Statistics education, evidence-based data analysis practices needed to fight reproducibility crisis in science
Dramatic increases in data science education coupled with robust evidence-based data analysis practices could stop the scientific research reproducibility and replication crisis before the issue permanently damages science's credibility, asserts Roger D. Peng in an article in the newly released issue of Significance magazine.
"Much the same way that epidemiologist John Snow helped end a London cholera epidemic by convincing officials to remove the handle of an infected water pump, we have an opportunity to attack the crisis of scientific reproducibility at its source," wrote Peng, who is associate professor of biostatistics at the Johns Hopkins Bloomberg School of Public Health.

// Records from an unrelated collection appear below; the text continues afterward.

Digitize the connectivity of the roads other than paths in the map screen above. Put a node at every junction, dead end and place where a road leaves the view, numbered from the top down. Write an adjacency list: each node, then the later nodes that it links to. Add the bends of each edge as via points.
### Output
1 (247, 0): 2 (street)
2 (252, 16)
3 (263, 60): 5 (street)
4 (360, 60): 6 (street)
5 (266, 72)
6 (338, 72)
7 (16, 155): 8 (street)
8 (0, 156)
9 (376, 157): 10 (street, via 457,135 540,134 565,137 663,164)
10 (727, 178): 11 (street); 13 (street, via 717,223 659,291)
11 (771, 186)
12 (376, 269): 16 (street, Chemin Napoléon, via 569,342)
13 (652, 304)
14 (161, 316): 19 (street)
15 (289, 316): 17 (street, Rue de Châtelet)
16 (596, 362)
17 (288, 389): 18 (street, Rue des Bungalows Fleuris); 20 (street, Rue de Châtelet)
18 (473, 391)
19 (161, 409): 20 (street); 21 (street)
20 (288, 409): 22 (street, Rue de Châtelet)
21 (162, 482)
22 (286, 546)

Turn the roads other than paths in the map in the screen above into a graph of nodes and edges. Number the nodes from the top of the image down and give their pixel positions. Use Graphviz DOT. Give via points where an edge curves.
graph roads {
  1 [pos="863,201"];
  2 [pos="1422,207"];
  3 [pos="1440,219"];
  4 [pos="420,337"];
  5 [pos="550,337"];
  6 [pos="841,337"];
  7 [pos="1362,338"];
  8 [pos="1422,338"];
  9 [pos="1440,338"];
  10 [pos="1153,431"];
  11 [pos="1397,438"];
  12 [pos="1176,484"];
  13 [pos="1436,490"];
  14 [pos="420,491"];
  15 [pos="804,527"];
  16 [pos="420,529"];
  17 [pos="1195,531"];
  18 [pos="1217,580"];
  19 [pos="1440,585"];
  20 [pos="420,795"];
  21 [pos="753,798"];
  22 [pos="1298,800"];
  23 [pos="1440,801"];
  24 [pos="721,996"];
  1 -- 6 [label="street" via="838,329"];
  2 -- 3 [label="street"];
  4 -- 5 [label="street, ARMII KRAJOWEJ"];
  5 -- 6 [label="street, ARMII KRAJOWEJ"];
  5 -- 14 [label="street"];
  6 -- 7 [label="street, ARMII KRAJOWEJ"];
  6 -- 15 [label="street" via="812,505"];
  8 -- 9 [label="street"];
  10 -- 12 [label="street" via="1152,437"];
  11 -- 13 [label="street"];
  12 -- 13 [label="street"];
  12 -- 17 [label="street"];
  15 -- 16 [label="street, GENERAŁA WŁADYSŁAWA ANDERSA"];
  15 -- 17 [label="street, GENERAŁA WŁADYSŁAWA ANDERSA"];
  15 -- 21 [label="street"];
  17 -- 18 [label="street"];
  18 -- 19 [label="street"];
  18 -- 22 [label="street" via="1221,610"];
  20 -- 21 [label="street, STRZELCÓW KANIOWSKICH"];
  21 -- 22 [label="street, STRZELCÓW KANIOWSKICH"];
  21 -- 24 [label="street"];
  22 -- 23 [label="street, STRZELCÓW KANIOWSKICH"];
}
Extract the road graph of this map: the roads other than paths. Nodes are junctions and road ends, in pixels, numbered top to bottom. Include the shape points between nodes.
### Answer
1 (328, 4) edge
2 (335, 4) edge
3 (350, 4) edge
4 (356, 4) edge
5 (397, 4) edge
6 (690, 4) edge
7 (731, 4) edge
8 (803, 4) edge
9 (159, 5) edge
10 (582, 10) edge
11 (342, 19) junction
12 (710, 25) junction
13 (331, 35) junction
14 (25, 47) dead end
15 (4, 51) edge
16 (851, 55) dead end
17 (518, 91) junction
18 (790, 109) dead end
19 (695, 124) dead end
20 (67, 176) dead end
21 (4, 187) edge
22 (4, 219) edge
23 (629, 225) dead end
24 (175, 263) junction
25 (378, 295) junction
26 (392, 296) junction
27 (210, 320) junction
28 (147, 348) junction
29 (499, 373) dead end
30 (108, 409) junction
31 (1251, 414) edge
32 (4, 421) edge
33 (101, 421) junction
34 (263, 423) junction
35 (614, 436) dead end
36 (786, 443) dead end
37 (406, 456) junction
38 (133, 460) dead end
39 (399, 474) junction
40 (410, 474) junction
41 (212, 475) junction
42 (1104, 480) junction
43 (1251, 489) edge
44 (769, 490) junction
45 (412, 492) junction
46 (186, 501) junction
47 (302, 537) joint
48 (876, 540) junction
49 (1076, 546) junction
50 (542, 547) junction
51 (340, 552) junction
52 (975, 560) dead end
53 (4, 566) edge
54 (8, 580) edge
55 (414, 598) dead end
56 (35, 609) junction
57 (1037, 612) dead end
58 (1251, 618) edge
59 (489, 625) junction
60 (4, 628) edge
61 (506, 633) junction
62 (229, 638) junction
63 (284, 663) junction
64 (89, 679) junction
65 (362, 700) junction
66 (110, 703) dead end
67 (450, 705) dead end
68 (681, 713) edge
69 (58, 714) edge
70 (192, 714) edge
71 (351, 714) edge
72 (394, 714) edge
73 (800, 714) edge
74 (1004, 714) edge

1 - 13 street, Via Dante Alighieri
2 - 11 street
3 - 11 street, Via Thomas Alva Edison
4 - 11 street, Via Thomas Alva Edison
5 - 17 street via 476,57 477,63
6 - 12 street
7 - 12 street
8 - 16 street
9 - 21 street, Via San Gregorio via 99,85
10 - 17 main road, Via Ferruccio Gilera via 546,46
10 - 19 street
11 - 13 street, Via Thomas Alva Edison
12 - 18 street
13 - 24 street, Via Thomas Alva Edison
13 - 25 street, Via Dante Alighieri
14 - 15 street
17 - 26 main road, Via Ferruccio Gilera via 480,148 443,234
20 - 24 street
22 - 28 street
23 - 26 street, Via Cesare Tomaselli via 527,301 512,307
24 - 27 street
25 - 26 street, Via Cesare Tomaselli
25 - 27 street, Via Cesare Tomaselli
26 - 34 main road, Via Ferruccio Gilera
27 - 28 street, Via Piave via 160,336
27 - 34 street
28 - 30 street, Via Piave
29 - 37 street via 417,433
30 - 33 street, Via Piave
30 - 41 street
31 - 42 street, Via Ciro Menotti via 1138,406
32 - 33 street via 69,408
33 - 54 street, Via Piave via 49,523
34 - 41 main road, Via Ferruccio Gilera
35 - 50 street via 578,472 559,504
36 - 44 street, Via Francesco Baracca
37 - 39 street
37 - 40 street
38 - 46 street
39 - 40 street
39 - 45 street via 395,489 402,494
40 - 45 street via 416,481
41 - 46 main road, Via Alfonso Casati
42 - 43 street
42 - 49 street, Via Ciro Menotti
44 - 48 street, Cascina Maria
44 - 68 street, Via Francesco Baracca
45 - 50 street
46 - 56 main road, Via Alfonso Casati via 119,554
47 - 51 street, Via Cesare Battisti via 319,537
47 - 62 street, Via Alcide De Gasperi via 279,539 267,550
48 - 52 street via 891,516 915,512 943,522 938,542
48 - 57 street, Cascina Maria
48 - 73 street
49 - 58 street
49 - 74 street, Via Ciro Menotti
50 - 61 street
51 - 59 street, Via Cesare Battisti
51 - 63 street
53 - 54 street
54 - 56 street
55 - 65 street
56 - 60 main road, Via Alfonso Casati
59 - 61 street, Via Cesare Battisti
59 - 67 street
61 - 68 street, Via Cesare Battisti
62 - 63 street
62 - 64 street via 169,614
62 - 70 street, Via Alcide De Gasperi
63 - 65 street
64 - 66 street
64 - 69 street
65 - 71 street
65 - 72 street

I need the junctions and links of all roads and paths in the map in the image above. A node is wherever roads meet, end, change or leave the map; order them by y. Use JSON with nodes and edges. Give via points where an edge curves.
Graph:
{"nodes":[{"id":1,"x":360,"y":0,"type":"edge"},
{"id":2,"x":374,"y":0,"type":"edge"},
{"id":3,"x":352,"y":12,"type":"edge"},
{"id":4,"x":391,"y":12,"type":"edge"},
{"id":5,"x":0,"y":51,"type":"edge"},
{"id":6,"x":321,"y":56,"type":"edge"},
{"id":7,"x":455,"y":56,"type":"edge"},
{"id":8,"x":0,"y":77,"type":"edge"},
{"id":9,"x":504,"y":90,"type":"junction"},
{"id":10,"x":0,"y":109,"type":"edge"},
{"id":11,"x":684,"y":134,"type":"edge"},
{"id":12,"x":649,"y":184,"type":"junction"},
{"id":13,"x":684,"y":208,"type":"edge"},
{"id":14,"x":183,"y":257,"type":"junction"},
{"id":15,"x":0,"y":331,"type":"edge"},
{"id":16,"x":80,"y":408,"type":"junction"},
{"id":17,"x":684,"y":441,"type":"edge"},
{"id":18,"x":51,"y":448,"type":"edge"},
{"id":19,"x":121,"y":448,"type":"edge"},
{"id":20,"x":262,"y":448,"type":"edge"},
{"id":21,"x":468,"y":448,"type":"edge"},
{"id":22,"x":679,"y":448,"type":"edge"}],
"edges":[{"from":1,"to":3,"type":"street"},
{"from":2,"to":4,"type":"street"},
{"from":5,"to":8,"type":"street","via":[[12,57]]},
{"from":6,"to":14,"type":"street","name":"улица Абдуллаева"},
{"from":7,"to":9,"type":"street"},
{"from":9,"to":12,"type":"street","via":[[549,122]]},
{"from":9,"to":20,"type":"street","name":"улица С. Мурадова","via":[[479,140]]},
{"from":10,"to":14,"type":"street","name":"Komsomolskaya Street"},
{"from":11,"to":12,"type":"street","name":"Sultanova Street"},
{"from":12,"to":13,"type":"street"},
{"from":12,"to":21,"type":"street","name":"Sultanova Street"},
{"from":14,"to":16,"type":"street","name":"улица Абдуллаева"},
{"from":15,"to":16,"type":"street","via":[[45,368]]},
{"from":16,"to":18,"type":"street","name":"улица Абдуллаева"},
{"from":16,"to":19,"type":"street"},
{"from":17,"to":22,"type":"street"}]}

In his article titled "The Reproducibility Crisis in Science"—published in the June issue of Significance, a statistics-focused, public-oriented magazine published jointly by the American Statistical Association (ASA) and Royal Statistical Society—Peng attributes the crisis to the explosion in the amount of data available to researchers and their comparative lack of analytical skills necessary to find meaning in the data.
"Data follow us everywhere, and analyzing them has become essential for all kinds of decision-making. Yet, while our ability to generate data has grown dramatically, our ability to understand them has not developed at the same rate," he wrote.
This analytics shortcoming has led to some significant "public failings of reproducibility," as Peng describes them, across a range of scientific disciplines, including cancer genomics, clinical medicine and economics.
Perhaps the most recent infamous example is a Duke University cancer research project in 2006 in which researchers published a paper claiming they had built an algorithm using genomic microarray data that predicted which cancer patients would respond to chemotherapy. A subsequent attempt to reproduce the results found a morass of poorly conducted data analyses with errors ranging from trivial and strange to devastating. The original study was retracted by Nature Medicine in 2011.
"The common thread between each of these public failings was the poor or questionable quality of the original analysis. The errors that were made showed a lack of judgement, training and quality control," wrote Peng.
Peng said to improve the quality of data analysis in science, stakeholders need to go beyond the call for reproducibility and increase the number of trained data analysts in the scientific community and identify statistical software and tools proven to improve study reproducibility and replicability. These latter items must be moderately robust to user error, noted Peng.
"If we could prevent problematic data analyses from being conducted, we could substantially reduce the burden on the [peer review] community of having to evaluate an increasingly heterogeneous and complex population of studies and research findings," asserted Peng.
Unfortunately, most scientists receive basic to moderate training in data analysis, creating the potential for generating individuals with enough skill to perform data analysis, but without enough knowledge to prevent data mistakes.
To improve the global robustness of scientific data analysis, we must take a two-pronged approach and couple massive-scale education efforts with the identification of data-analytic strategies that are reproducible and replicable in the hands of basic or intermediate data analysts, explained Peng.
Peng said a fundamental component of scaling up data science education is performing empirical studies to identify statistical methods, analysis plans and software that lead to increased replicability and reproducibility by scientists.
"We call this approach 'evidence-based data analysis,'" described Peng. "Just as evidence-based medicine applies the scientific method to the practice of medicine, evidence-based data analysis applies the scientific method to the practice of data analysis. Combining massive-scale education with evidence-based data analysis can allow us to quickly test data-analytic practices in a population most at risk for data analytics mistakes."